Start of Block
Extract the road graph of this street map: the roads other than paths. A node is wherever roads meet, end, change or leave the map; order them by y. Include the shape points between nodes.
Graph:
End of Block
Start of Block
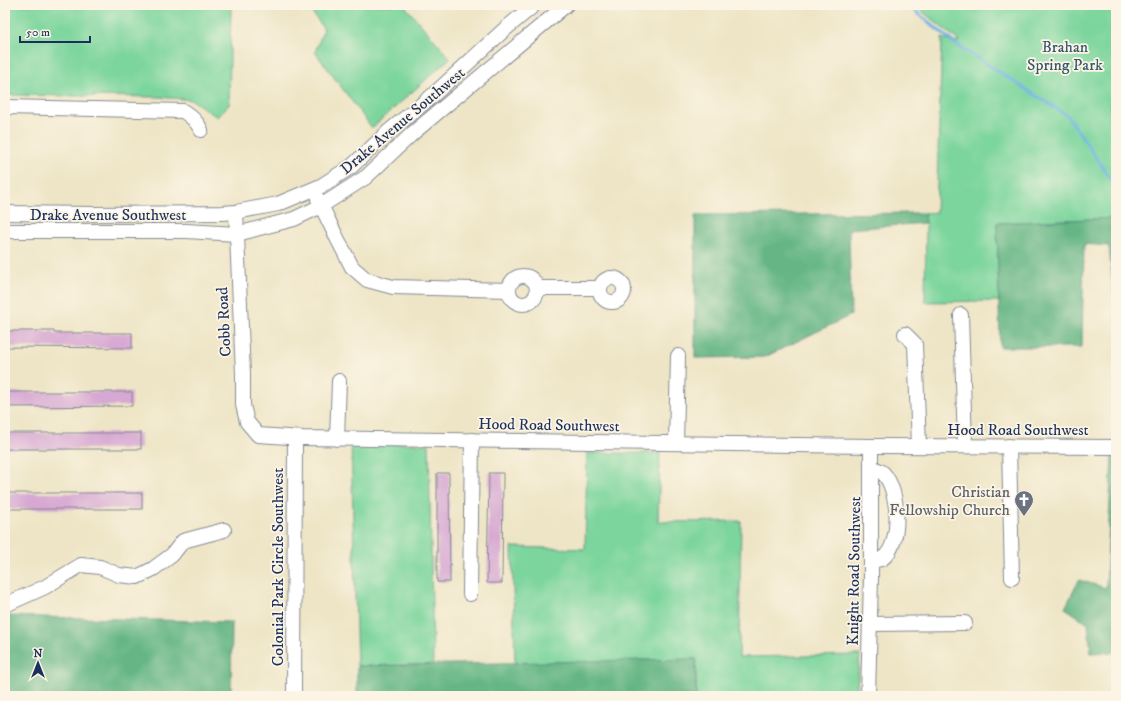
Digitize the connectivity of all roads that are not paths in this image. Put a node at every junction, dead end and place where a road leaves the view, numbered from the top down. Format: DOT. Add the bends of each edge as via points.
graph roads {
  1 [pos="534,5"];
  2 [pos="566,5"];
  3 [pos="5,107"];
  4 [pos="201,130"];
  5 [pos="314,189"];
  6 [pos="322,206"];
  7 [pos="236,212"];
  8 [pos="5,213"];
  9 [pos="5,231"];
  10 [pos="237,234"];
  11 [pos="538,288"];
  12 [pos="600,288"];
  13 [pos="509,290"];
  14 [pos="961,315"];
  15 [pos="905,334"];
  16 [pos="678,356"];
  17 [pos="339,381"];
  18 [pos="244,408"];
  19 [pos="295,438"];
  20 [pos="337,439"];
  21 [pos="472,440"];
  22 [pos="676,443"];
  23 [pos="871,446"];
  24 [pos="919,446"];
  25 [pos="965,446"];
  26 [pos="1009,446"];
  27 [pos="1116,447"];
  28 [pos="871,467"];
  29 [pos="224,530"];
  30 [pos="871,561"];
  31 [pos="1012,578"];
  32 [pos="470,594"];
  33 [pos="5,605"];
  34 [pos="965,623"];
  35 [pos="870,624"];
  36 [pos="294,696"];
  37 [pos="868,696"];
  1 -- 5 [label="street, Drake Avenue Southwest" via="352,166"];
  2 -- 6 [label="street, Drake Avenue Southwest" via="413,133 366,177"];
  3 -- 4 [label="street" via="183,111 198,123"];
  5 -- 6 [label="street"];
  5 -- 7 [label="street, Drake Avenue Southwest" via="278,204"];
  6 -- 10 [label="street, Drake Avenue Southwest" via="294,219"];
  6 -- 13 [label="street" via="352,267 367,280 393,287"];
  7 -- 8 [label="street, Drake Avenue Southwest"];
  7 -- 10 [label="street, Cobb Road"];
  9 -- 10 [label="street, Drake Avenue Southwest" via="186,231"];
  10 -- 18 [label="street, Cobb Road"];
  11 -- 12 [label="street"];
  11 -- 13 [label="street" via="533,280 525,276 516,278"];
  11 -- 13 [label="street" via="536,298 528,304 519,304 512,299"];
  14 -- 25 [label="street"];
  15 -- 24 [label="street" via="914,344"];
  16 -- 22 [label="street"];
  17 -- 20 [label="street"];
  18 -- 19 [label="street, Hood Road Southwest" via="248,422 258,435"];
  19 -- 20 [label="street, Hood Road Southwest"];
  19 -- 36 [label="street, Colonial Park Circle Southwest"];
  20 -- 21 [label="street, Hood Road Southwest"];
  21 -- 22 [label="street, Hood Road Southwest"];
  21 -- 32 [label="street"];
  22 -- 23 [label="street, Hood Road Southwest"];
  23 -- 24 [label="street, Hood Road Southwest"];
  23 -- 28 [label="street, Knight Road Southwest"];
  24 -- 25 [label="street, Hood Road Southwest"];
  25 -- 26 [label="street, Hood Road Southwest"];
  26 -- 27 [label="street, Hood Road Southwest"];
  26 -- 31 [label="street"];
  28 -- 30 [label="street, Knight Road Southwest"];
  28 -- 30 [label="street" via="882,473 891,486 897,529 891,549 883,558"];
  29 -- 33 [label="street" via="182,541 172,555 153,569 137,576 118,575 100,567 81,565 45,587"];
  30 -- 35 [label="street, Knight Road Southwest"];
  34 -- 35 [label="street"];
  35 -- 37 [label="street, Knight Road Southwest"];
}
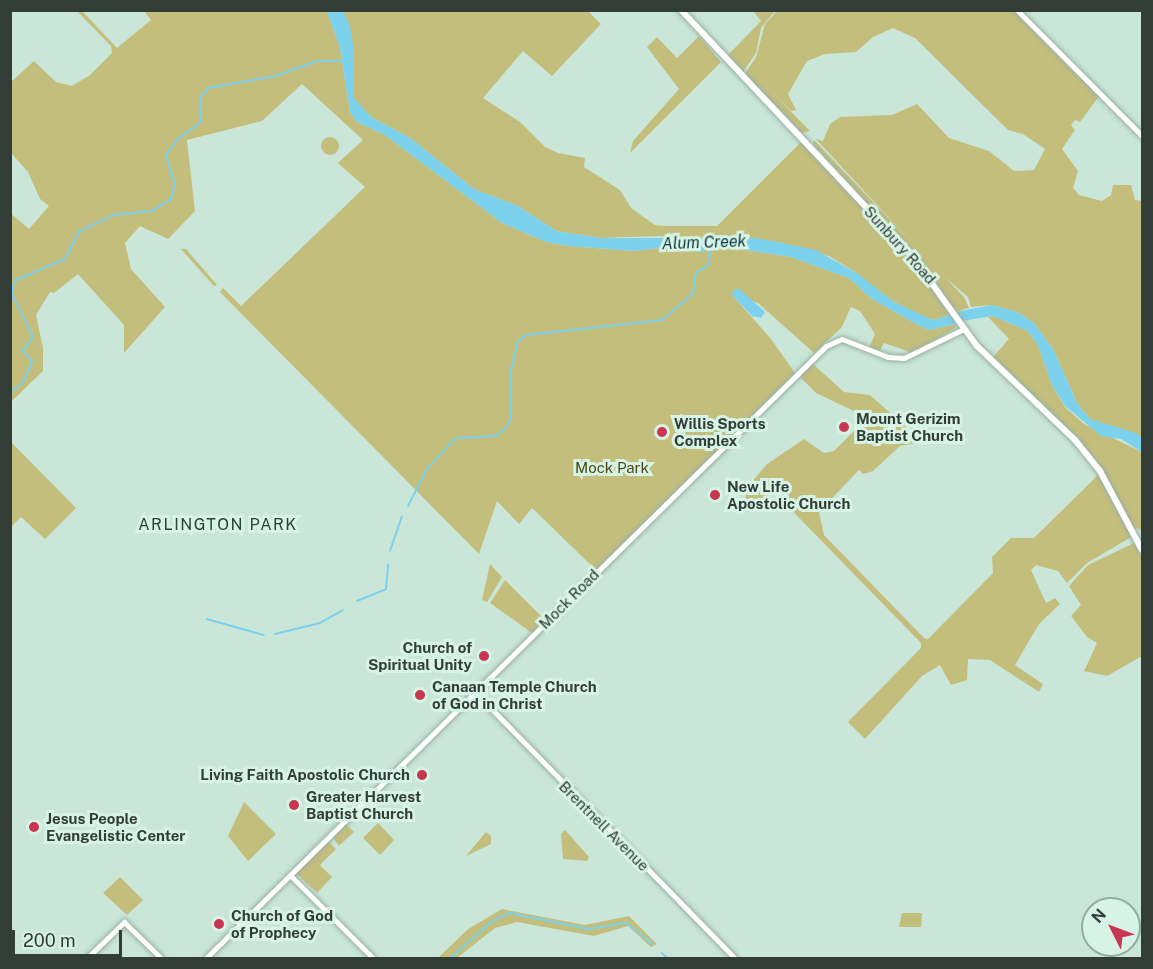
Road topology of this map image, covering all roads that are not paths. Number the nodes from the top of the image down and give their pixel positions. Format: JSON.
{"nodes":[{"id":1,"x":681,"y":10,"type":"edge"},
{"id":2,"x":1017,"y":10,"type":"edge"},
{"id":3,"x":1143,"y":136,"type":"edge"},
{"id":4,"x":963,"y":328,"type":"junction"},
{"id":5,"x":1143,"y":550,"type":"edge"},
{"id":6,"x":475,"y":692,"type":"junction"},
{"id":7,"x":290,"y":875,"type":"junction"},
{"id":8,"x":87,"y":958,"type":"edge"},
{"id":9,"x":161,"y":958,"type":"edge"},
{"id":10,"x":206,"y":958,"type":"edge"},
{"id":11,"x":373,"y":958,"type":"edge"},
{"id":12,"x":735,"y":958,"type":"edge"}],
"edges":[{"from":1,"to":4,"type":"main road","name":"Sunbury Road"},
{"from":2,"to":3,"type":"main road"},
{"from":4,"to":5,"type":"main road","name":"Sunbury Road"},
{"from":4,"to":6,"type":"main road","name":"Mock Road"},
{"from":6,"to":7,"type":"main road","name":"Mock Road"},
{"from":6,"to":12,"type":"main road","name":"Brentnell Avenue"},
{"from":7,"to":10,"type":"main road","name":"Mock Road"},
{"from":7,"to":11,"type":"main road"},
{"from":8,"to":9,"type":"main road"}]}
End of Block
Start of Block
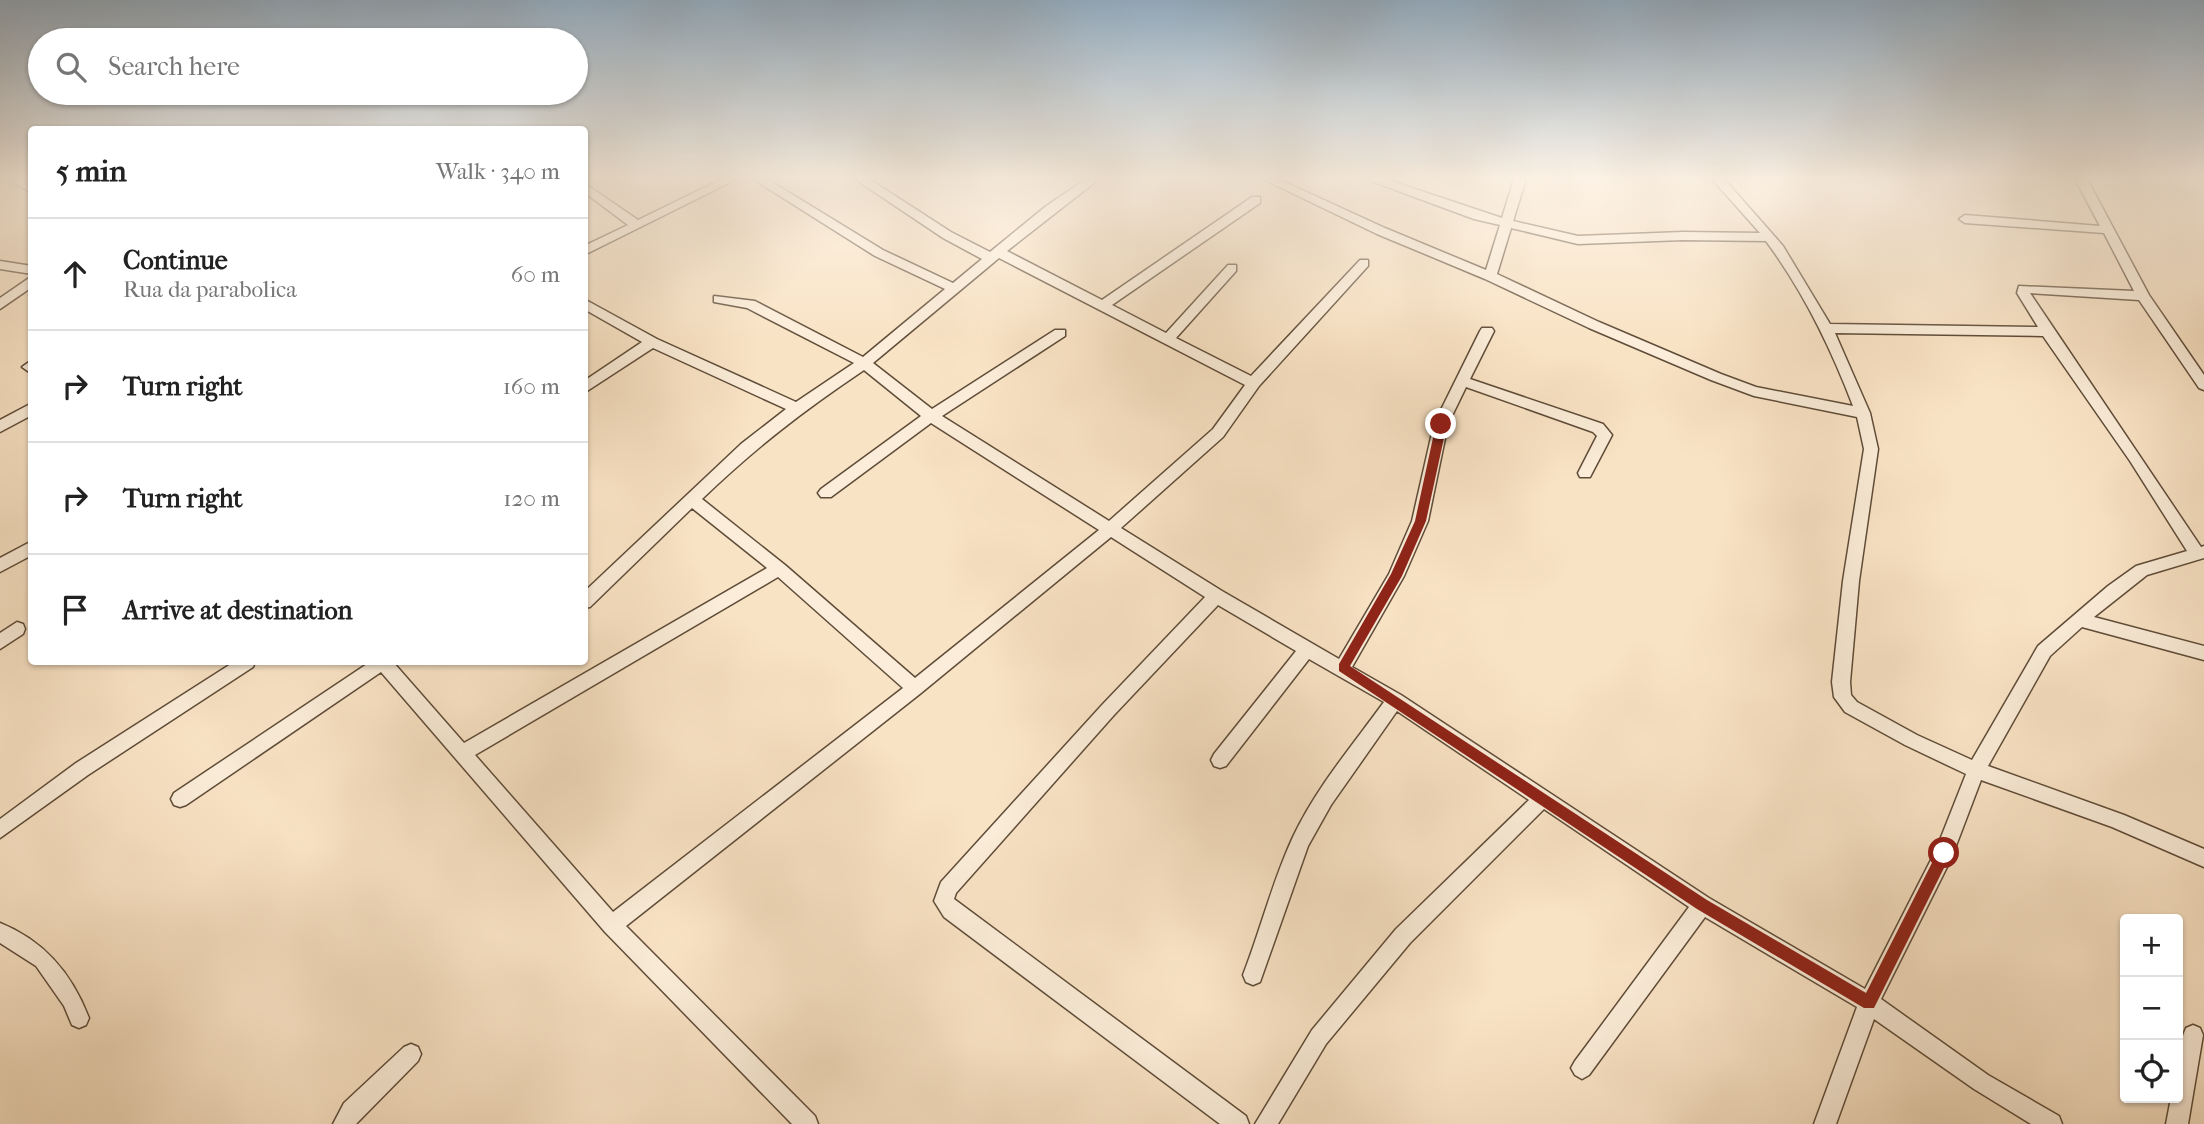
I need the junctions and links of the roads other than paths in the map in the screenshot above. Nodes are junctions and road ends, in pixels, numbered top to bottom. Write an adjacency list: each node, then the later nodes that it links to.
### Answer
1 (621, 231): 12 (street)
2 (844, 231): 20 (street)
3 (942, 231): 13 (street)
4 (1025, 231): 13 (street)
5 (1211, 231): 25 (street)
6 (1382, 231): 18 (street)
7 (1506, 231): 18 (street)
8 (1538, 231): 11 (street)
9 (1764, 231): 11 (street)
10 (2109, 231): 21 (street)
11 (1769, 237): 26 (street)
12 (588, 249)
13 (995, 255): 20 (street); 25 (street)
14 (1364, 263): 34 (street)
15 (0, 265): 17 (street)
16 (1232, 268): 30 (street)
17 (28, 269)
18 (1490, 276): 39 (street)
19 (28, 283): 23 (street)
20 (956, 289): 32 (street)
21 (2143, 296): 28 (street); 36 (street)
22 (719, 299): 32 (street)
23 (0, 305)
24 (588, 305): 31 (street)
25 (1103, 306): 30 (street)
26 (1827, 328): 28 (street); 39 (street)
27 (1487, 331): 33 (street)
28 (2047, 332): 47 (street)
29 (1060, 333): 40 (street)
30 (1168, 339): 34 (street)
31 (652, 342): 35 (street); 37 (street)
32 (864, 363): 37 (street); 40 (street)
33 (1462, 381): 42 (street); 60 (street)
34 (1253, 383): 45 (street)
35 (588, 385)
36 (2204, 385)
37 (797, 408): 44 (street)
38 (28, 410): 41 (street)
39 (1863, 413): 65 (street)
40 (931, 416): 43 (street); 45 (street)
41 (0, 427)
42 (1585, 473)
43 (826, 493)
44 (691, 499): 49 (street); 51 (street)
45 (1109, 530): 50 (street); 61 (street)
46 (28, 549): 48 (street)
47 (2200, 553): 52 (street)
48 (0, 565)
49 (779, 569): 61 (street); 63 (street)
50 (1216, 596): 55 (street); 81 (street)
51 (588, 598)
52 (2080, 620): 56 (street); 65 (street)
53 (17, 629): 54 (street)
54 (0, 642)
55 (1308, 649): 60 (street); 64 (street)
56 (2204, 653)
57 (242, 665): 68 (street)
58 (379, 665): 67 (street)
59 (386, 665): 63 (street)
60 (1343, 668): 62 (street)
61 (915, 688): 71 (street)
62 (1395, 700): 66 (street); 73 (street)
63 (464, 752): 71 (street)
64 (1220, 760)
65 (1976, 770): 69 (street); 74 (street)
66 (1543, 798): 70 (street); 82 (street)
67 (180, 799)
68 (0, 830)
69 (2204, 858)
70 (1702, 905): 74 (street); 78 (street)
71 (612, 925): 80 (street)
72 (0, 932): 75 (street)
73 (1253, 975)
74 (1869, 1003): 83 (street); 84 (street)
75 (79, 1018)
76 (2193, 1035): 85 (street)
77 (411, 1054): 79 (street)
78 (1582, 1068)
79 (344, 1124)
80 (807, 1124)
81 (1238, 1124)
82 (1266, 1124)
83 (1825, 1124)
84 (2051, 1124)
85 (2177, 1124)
End of Block
### [Exercise directions]
Filtering the entries above by the word "other", copy each line that matches.

### [Written answer]
Extract the road graph of this street map: the roads other than paths. A node is wherever roads meet, end, change or leave the map; order them by y. Include the shape points between nodes.
I need the junctions and links of the roads other than paths in the map in the screenshot above. Nodes are junctions and road ends, in pixels, numbered top to bottom. Write an adjacency list: each node, then the later nodes that it links to.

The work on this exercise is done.